### PROVIDED RECORDS ###

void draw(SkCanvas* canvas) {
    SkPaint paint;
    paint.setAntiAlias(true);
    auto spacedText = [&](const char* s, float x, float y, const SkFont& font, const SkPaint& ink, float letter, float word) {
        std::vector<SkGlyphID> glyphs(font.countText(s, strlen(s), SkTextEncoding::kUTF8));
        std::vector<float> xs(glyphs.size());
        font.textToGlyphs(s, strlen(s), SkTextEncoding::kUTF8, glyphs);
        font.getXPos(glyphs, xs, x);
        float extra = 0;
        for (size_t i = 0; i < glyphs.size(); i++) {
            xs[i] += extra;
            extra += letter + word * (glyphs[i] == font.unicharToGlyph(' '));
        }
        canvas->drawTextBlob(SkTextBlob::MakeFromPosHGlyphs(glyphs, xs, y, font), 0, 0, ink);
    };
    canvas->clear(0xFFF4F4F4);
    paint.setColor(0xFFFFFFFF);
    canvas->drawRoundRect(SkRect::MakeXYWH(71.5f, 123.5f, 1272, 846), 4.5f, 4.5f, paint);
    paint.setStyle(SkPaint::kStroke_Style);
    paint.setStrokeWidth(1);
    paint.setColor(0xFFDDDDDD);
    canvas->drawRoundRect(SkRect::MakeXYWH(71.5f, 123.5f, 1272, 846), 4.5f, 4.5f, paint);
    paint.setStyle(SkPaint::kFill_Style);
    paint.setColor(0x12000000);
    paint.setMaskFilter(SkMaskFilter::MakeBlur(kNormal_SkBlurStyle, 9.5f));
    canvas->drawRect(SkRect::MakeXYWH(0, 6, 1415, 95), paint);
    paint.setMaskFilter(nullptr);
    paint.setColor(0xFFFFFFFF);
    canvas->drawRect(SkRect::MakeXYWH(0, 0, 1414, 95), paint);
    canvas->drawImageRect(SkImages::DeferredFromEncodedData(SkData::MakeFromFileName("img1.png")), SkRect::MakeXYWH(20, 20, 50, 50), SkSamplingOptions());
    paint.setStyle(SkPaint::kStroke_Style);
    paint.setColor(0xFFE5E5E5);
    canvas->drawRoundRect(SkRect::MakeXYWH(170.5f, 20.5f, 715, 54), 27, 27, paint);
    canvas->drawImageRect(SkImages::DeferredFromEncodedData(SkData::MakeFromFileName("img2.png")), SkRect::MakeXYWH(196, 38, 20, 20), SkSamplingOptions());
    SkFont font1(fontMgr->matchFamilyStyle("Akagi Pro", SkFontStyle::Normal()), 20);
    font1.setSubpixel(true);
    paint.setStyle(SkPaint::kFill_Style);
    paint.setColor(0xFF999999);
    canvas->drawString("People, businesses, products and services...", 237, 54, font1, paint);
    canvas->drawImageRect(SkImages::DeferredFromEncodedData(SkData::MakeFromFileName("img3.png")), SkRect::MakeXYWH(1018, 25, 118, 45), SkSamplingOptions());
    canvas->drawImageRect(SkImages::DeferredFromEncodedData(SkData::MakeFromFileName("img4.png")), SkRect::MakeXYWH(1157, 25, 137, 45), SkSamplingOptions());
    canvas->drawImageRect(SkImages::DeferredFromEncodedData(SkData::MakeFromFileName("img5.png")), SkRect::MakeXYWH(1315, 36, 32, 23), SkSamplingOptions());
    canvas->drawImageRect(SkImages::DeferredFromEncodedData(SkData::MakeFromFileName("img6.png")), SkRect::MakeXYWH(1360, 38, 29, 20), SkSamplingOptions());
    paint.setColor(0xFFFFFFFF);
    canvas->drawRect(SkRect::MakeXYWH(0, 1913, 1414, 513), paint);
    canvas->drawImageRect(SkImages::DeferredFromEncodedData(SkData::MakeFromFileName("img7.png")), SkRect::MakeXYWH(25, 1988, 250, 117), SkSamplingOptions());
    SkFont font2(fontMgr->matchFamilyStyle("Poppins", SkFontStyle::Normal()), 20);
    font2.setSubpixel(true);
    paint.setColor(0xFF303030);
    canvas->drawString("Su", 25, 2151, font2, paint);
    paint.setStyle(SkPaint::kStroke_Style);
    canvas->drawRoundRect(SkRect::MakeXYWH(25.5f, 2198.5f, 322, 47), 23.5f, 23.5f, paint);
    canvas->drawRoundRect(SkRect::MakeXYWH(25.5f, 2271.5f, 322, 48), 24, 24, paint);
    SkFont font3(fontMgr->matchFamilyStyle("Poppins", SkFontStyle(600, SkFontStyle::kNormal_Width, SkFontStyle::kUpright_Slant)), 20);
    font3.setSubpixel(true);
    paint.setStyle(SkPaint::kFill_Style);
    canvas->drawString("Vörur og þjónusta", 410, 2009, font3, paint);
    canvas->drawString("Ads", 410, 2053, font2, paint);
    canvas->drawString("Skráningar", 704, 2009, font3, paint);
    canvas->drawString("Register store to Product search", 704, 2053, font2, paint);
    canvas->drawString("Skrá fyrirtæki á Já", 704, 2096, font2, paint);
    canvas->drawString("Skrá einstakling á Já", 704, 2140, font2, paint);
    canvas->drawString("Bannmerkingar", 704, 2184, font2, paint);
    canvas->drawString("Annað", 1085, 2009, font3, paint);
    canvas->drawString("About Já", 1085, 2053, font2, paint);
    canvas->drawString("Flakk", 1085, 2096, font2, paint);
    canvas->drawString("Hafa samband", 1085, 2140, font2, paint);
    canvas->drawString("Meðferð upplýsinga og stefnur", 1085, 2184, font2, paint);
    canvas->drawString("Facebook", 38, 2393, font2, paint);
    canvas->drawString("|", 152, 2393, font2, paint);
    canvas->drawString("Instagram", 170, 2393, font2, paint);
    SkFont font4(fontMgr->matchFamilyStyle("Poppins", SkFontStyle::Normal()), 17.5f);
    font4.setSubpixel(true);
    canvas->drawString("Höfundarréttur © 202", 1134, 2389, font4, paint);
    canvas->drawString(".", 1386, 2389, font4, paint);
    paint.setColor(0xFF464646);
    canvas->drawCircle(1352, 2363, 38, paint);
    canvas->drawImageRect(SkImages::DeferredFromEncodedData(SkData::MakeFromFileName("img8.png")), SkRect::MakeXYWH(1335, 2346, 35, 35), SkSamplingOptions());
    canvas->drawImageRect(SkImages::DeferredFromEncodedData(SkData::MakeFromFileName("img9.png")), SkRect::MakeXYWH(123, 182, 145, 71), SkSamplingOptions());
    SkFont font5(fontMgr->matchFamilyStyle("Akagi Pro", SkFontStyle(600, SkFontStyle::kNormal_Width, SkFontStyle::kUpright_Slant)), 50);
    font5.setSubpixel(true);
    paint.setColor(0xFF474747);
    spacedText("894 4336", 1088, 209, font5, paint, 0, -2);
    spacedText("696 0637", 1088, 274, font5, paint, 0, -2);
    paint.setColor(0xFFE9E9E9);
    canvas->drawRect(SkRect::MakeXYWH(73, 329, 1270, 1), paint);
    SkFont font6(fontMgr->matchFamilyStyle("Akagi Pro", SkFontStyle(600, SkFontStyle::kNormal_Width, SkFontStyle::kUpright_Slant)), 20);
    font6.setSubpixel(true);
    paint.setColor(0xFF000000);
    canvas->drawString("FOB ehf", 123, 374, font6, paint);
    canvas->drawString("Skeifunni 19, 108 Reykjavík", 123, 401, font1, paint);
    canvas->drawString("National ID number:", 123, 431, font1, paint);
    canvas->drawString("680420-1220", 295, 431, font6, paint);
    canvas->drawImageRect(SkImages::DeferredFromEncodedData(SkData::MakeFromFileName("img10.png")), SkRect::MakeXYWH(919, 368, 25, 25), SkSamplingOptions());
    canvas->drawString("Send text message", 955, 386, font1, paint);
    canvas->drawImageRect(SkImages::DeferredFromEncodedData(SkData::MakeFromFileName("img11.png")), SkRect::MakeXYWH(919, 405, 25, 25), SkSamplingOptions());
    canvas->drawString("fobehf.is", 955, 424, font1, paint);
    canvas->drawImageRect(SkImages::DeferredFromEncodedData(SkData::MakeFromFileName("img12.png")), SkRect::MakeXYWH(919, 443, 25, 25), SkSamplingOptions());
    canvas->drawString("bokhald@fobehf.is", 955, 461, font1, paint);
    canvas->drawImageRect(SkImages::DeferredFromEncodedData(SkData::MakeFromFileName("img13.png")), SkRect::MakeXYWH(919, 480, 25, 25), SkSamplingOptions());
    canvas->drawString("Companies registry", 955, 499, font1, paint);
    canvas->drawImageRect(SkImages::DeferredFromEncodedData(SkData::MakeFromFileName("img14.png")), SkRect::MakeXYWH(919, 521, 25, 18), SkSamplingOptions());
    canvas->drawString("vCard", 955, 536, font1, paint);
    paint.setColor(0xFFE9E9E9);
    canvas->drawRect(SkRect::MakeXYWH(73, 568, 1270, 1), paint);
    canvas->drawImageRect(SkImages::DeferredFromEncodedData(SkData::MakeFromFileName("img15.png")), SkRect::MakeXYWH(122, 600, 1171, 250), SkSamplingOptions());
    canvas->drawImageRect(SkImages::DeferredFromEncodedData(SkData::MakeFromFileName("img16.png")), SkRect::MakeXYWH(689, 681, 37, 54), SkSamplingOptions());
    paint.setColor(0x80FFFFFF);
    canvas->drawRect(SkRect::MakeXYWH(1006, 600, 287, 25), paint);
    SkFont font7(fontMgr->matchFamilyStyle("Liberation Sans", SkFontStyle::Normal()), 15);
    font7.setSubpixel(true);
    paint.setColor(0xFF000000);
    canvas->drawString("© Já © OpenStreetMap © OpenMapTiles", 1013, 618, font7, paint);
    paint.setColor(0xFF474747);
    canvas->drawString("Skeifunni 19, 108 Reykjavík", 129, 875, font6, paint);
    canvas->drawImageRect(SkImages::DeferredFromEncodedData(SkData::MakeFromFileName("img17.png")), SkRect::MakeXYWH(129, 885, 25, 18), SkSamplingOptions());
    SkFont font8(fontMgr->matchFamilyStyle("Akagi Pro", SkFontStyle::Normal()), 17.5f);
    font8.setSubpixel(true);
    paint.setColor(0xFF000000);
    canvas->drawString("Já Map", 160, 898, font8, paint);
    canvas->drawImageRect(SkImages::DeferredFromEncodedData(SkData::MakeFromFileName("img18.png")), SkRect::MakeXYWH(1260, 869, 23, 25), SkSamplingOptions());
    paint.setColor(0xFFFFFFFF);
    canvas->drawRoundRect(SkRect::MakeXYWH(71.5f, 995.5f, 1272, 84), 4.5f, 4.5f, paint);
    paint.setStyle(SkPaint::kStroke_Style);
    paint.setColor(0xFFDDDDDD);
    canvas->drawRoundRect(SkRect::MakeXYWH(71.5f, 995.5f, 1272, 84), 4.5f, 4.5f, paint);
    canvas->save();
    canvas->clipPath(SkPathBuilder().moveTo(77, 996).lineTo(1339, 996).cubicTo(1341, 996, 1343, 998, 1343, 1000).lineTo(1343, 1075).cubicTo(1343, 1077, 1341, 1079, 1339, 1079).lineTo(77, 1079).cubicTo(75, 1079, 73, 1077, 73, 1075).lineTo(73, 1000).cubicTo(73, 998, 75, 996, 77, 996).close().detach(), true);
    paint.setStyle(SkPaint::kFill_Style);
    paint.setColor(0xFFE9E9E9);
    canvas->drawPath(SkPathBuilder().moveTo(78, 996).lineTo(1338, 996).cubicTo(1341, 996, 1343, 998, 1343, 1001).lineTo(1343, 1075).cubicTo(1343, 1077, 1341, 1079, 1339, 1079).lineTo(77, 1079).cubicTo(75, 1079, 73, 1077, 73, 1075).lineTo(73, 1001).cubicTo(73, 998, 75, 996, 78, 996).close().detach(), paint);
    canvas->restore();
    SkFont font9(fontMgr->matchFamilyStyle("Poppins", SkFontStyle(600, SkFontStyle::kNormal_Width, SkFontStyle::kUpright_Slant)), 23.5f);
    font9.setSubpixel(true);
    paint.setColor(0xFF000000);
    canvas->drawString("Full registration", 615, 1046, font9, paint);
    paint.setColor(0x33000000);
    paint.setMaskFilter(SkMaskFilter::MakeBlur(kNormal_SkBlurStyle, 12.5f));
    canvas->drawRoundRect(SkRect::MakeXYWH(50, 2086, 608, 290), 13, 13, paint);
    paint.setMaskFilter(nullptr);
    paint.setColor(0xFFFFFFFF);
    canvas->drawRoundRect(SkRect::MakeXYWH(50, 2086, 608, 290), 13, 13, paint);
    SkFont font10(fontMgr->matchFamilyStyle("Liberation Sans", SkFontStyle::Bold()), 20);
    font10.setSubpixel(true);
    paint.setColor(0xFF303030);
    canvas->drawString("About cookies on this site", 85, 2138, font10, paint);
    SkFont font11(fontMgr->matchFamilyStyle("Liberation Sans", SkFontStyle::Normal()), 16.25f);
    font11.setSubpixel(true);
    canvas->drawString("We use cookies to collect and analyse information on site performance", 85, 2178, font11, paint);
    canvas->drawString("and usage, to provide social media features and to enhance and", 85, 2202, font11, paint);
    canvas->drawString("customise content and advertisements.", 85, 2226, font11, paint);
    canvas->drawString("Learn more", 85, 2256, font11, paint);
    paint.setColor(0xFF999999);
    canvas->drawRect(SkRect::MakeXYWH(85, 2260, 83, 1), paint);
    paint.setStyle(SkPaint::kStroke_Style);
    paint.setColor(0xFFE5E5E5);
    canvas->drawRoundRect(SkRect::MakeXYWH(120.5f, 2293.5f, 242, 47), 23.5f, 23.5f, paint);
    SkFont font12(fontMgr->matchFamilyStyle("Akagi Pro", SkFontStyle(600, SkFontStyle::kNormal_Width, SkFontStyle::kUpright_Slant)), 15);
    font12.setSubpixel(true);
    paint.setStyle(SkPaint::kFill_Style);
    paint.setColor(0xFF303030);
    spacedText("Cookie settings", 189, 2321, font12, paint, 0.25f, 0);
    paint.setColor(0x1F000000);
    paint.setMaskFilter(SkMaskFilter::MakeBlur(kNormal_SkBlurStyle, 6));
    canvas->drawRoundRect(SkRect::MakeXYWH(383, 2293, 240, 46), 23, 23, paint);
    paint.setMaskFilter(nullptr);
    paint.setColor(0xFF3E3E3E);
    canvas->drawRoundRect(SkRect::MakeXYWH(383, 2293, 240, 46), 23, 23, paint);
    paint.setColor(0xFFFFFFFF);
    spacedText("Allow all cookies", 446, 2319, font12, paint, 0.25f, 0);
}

###

INSTRUCTIONS TO FOLLOW: The response consists of the lines above that contain "setSubpixel".

OUTPUT FOR THIS EXERCISE:
    font1.setSubpixel(true);
    font2.setSubpixel(true);
    font3.setSubpixel(true);
    font4.setSubpixel(true);
    font5.setSubpixel(true);
    font6.setSubpixel(true);
    font7.setSubpixel(true);
    font8.setSubpixel(true);
    font9.setSubpixel(true);
    font10.setSubpixel(true);
    font11.setSubpixel(true);
    font12.setSubpixel(true);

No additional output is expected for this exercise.